Leave it to the Birds

There's animalification, zoomorphism, personification, anthromorphization and… I've got a new one for you … avimorphism … ascribing bird characteristics to humans, usually in the form of similes. It's a new word. I just coined it.  

australian magpie

 

You know what I mean … if you call someone a magpie, it connotes that that person is a gossip or prone to excessive chat. In Australia, if you're called a “galah”, it means you're a stupid, dull-witted person. Actually, we kind of liked the look of galahs … pink and white cockatoos.
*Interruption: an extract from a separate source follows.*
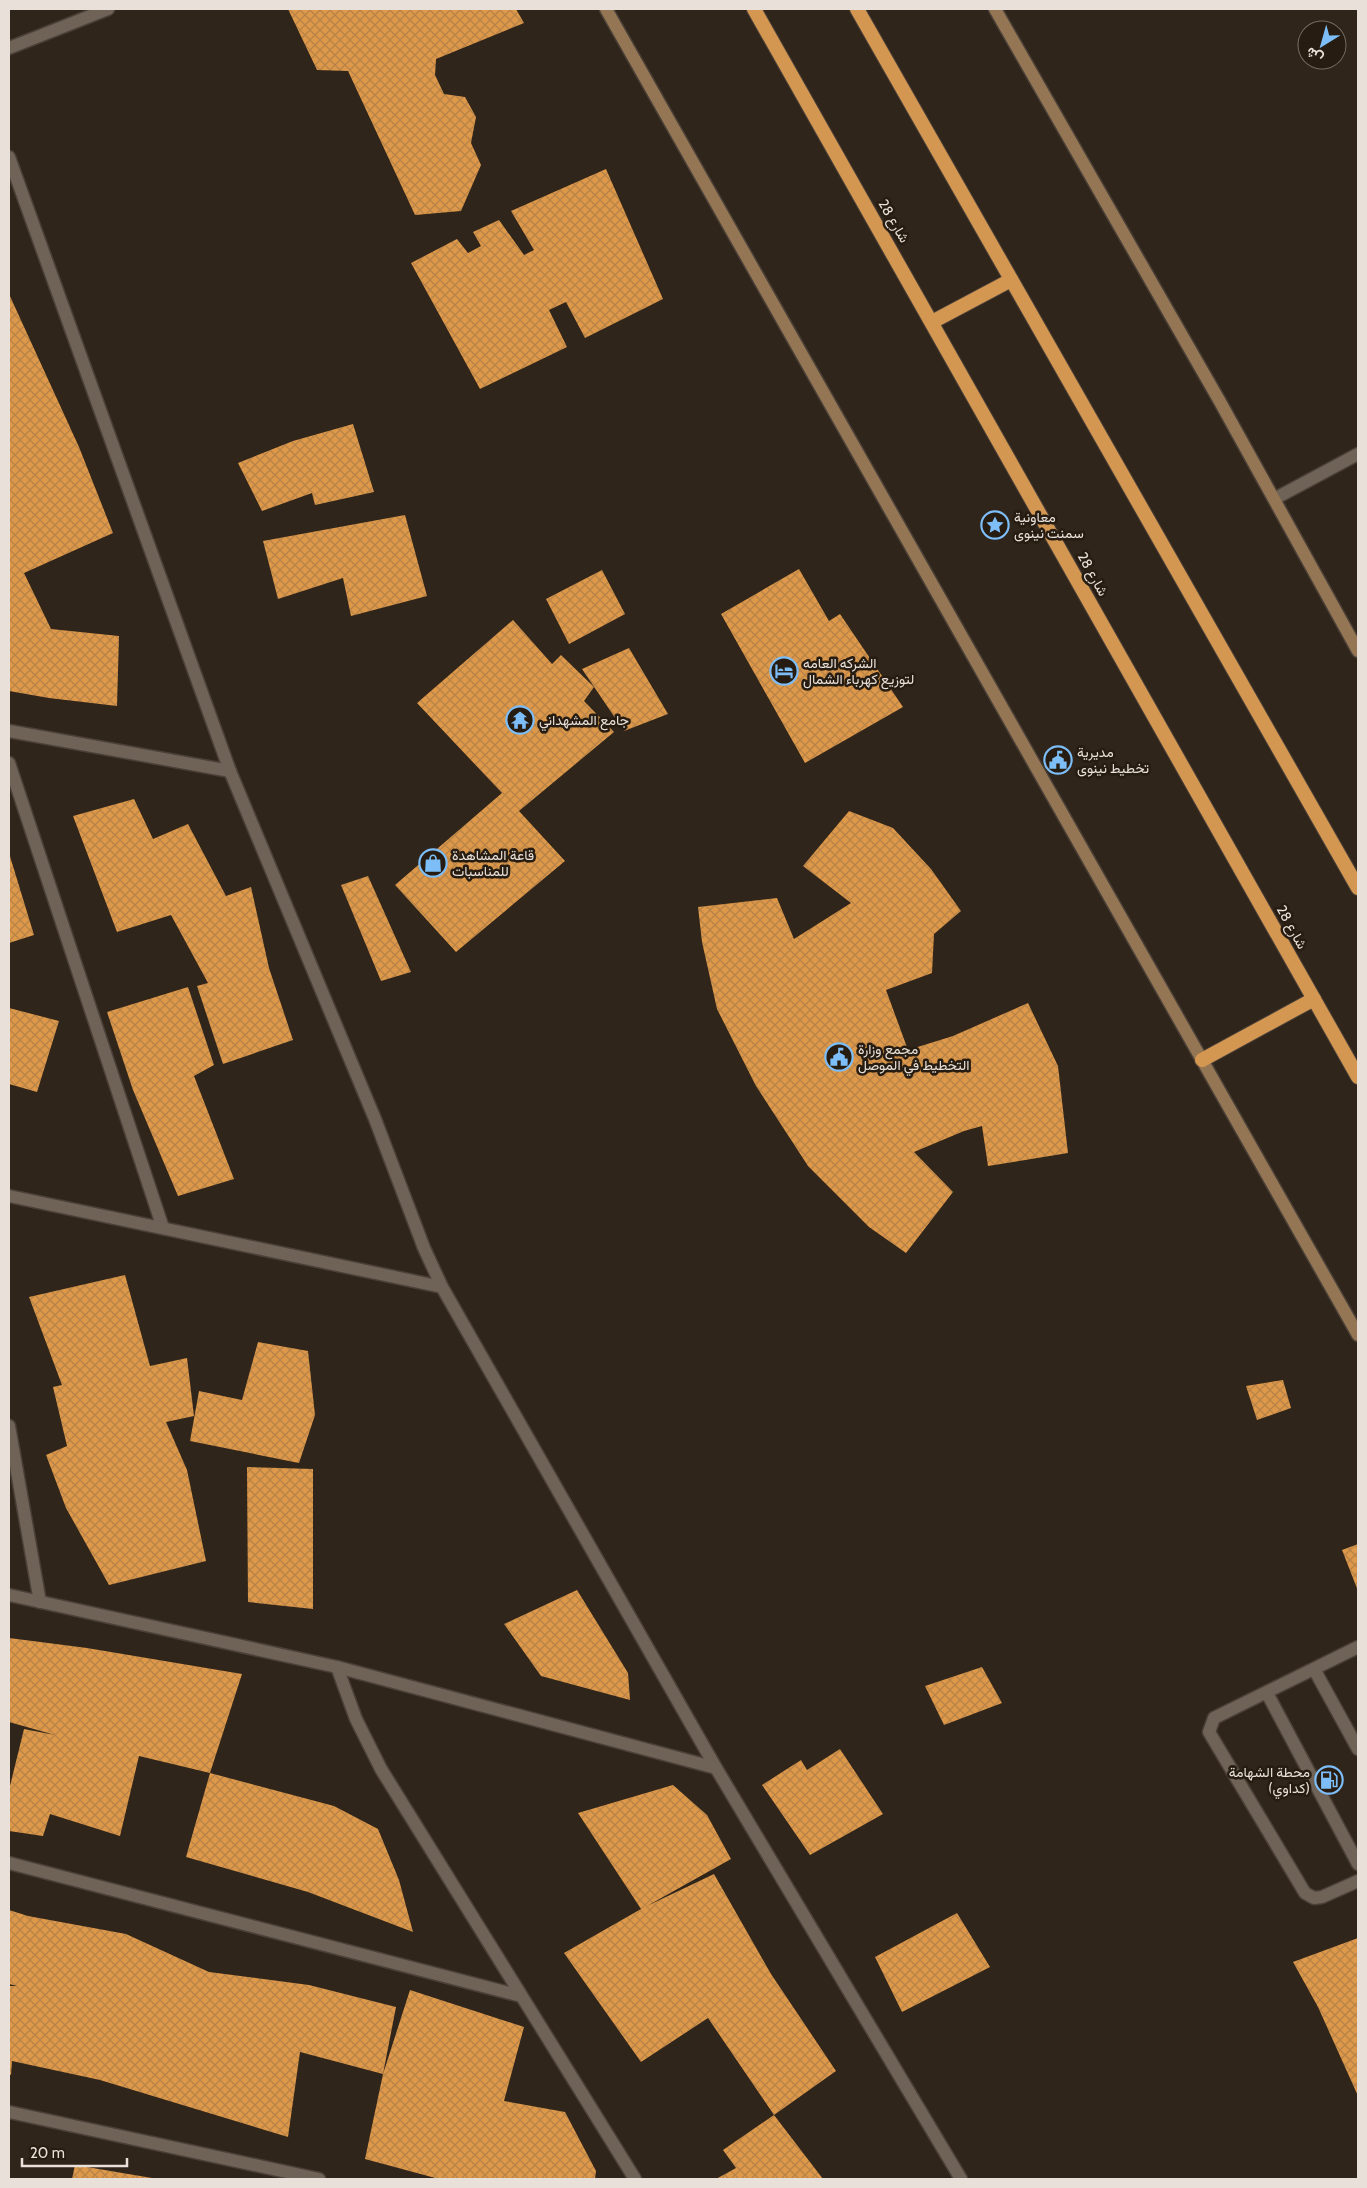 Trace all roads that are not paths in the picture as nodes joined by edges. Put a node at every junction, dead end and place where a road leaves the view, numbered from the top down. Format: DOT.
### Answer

We never got the chance to evaluate their intelligence level, but we assume someone has. If not a gallah, perhaps they'd call you a birdbrain or a booby (named “bobo” by the Spanish, meaning fool).

 

vulture

 

We tend to refer to lawyers as vultures, circing the dead, so they can eat the remains. There are probably other descriptive and more derogatory terms for lawyers, but vulture works.

 

peacock

 

You can be “proud as a peacock” when you strut your stuff or “graceful as a swan”.

 

jaybird

 

“Bald as a coot” and “naked as a jaybird” or as the Brits say “naked as a robin”. As far as I can tell, coots aren't bald. They may look it, but they're not. Jaybirds have lovely blue and grey feathers and robins aren't naked at all.

 

canadian goose

 

There are old “crows” and someone can be “silly as a goose”. Not that I especially like crows, but I'm not sure I've ever seen an old one. It's hard to determine their age at all. As far as geese go, “silly” is not the adjective I would have chosen to describe them, nor the people that they're silly as. Maybe I would have said “honked as a goose”, but I'm not sure what that would mean any more than “silly” … where do you suppose that came from? I do, unfortunately, get that distinctly extinct feeling when I hear “dead as a dodo” though.

 

angry birds

 

I'm more inclined to use the positive attributes of our feathered friends. Being on the boat, we many times feel we're “free as a bird” and when we congregate with other folks who are like-minded, we consider them “birds of a feather”. I think the captain might be wise as an owl (I'll get extra credits for saying that) except when he's driving and gets cut off and “flips someone the bird”. Hmmm...I guess that's a whole other discussion. Makes me want to stick my head in the sand.